Ultrasound and CT will show multiple cysts in both kidneys, and sometimes cysts in the liver and other organs. The presence of blood and debris in the cysts may mimic the hetero­geneity of a cystic adenocarcinoma. By contrast, simple (acquired) cysts are usually solitary and have smooth thin walls and homogeneous contents (Fig. 64.5). Doubt about the diagnosis can be resolved by cytological examination of cyst fluid obtained by fine needle aspiration.

Polycystic kidneys have a typical appearance on excretory urography: the renal shadows are enlarged in all directions; the renal pelvis is compressed and elongated; and the calyces are stretched over the cysts and are often narrow (like spiders’ legs) or bell-like (Fig. 64.6).

Treatment

Renal failure. As kidney failure develops, a low protein diet will help to postpone the need for renal replacement. Infection, anaemia and disturbances of calcium metabolism need appropriate treatment, usually by a nephrologist.

Surgical treatment to uncap the cysts (Rovsing’s operation) is rarely indicated because few surgeons now accept that this can preserve renal function by relieving pressure on the parenchyma. If cysts are to be decapped in the hope of reducing pain, the operation can be done laparoscopically.

Infantile polycystic disease

Infantile polycystic disease is an unrelated and much rarer condition. The kidneys are large and may obstruct birth. Many cases are stillborn and most of the others die from renal failure early in life. The condition is inherited as an autosomal recessive.

Unilateral multicystic disease

Unilateral multicystic disease is much more common. It presents as a nonfunctioning mass in the flank. Exploration and removal is the treatment of choice. In the differential diagnosis, Wilms’ tumour (see below), neuroblastoma and congenital hydronephrosis are all rarer conditions.

Solitary renal cyst (syn. simple cyst of the kidney) (Fig. 64.5)

The term ‘solitary’ cyst serves to distinguish the condition from congenital cystic disease of the kidneys, but more than one cyst is often present in one or both kidneys. Simple cysts are most frequently discovered incidentally on imaging of the upper abdomen: they rarely give symptoms. A palpable mass, pain from haemorrhage into the cyst and infection are relatively uncommon presentations. Occasionally a cyst in the hilum of the kidney (a parapelvic cyst) presses on the pelviureteric junction and causes obstructive symptoms.

When discovered as a filling defect on excretion urography the true nature of a solitary cyst will be apparent by its characteristic appearance on ultrasound or CT. Percutaneous cyst puncture will yield fluid for cytological examination but this is rarely necessary with sophisticated modern imaging.

Differential diagnosis

In sheep-rearing districts, hydatid cyst of the kidney is common.
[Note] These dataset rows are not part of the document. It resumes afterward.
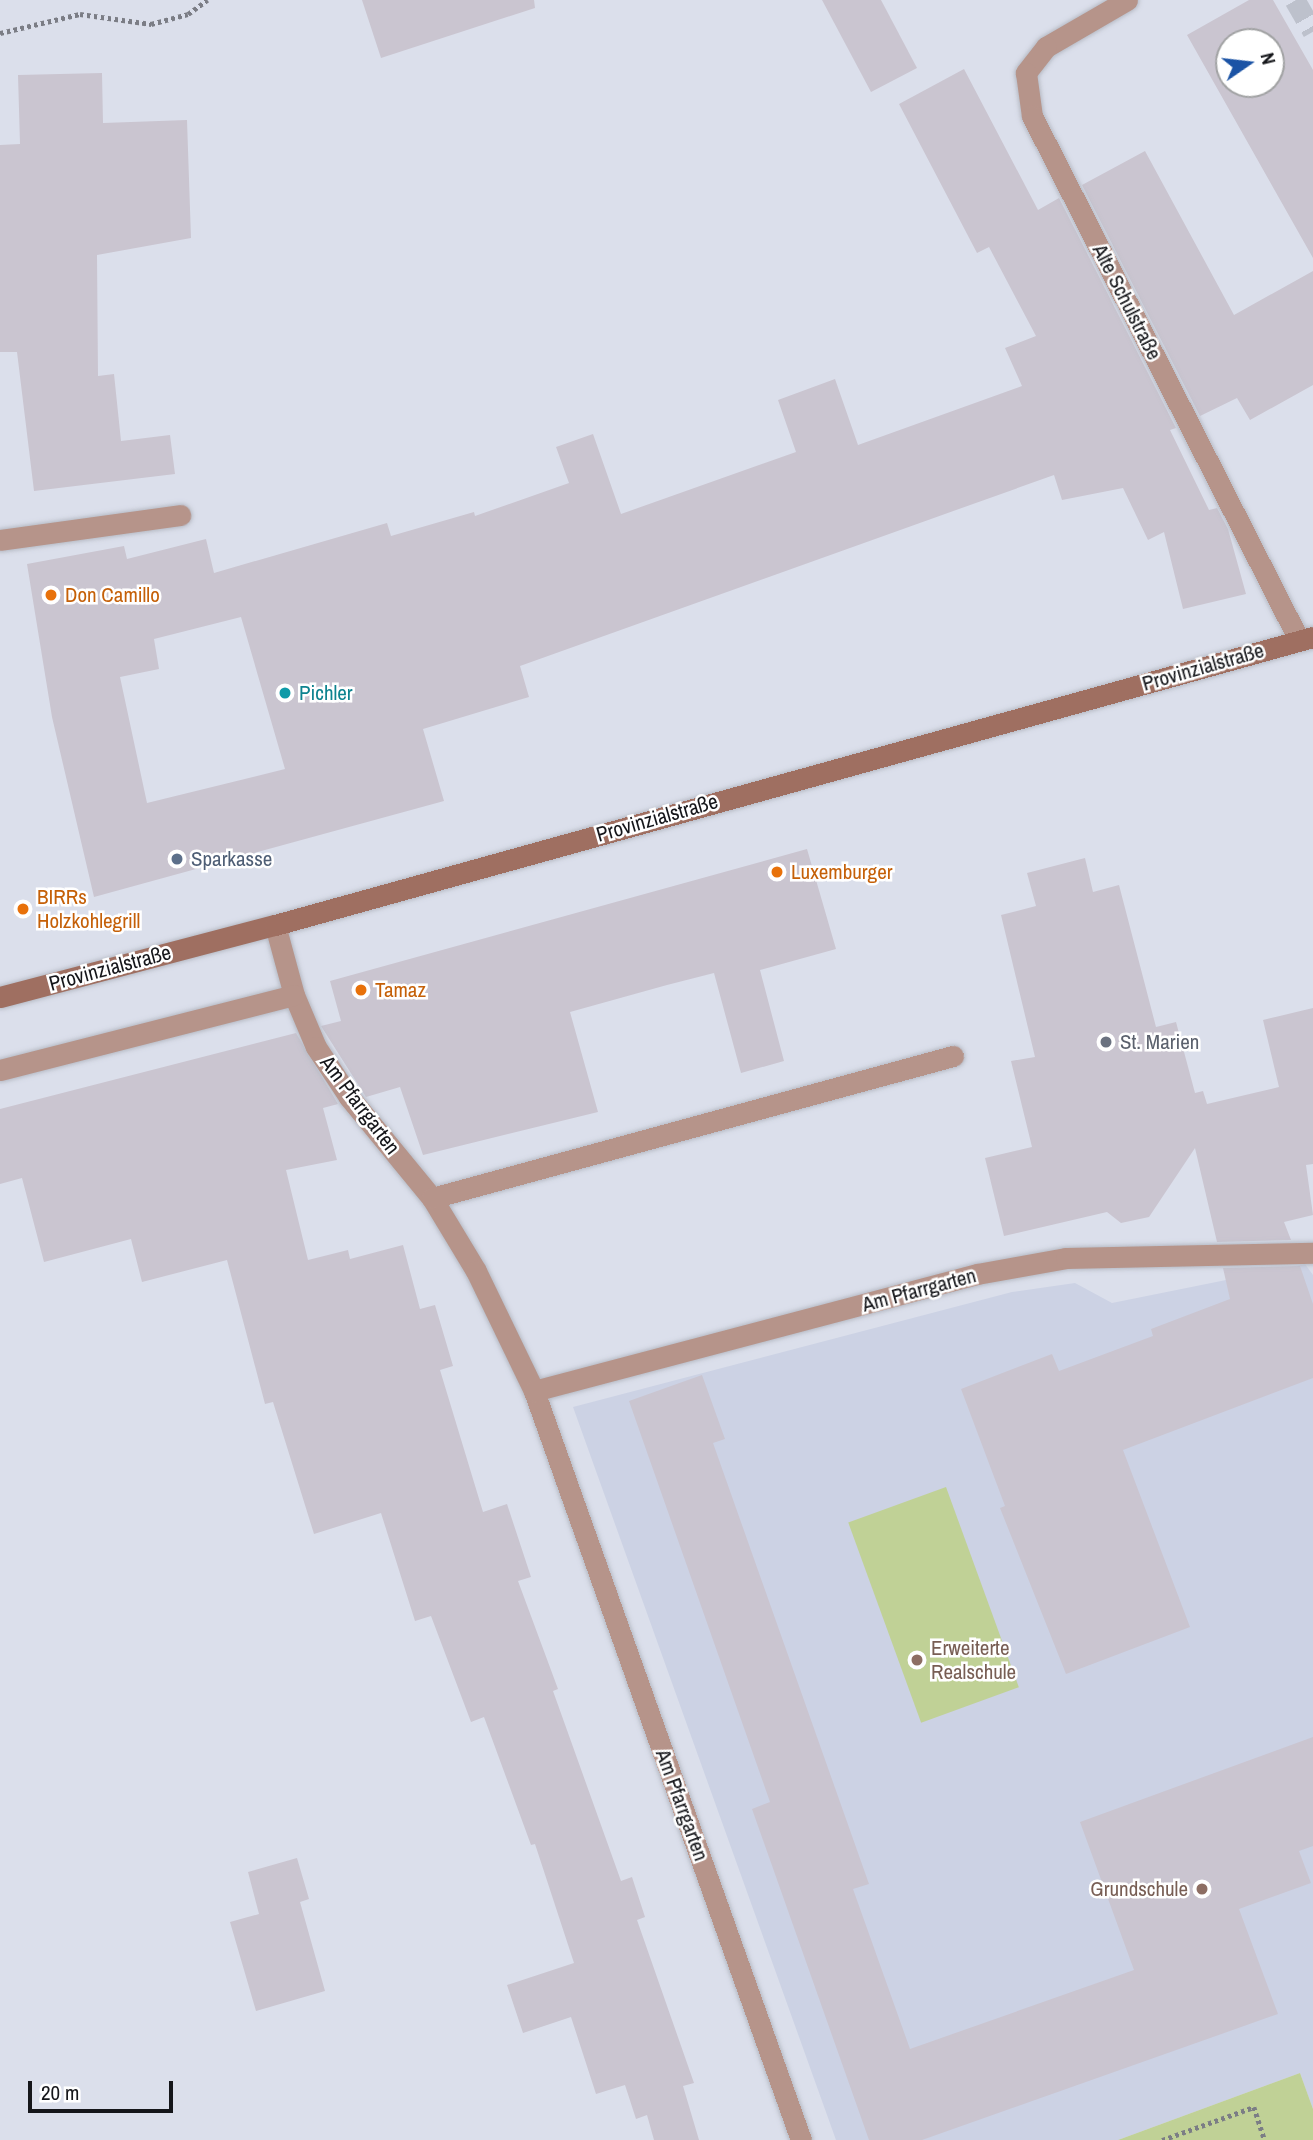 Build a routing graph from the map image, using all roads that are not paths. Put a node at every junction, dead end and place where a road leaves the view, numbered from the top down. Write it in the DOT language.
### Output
graph roads {
  1 [pos="1127,0"];
  2 [pos="180,515"];
  3 [pos="0,540"];
  4 [pos="1306,638"];
  5 [pos="275,925"];
  6 [pos="294,995"];
  7 [pos="0,997"];
  8 [pos="953,1056"];
  9 [pos="0,1070"];
  10 [pos="432,1198"];
  11 [pos="1313,1253"];
  12 [pos="534,1391"];
  13 [pos="801,2140"];
  1 -- 4 [label="street, Alte Schulstraße"];
  2 -- 3 [label="street"];
  4 -- 5 [label="main road, Provinzialstraße"];
  5 -- 6 [label="street, Am Pfarrgarten"];
  5 -- 7 [label="main road, Provinzialstraße"];
  6 -- 9 [label="street"];
  6 -- 10 [label="street, Am Pfarrgarten"];
  8 -- 10 [label="street"];
  10 -- 12 [label="street, Am Pfarrgarten"];
  11 -- 12 [label="street, Am Pfarrgarten"];
  12 -- 13 [label="street, Am Pfarrgarten"];
}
On the right side if hydatid disease is suspected the swelling is liable to be mistaken for hydatid cyst of the liver. Occasionally, the patient complains of passing ‘grape skins’ (ruptured daughter cysts) in the urine. Removal of the cyst must follow the principles used in excision of hydatid cyst of the liver, i.e. the scolices must be killed by injection of a scolicide-like formalin solution before the cyst is handled. If the cyst is large nephrectomy may be the safest course.

Aberrant renal vessels

Two or more renal arteries are most common on the left. The main importance of the abnormality is as a source of potential error during operations in the retroperitoneum, espe­cially those on the kidney. The renal arteries are functional end arteries so division of an aberrant lower pole artery will lead to infarction of the section of parenchyma that it supplies. Renal veins, by contrast, have extensive collaterals and an aberrant vein can be divided with impunity. Aberrant vessels probably do not cause hydronephrosis, although a hydronephrotic renal pelvis may bulge between renal vessels, making them particularly noticeable (Fig. 64.7).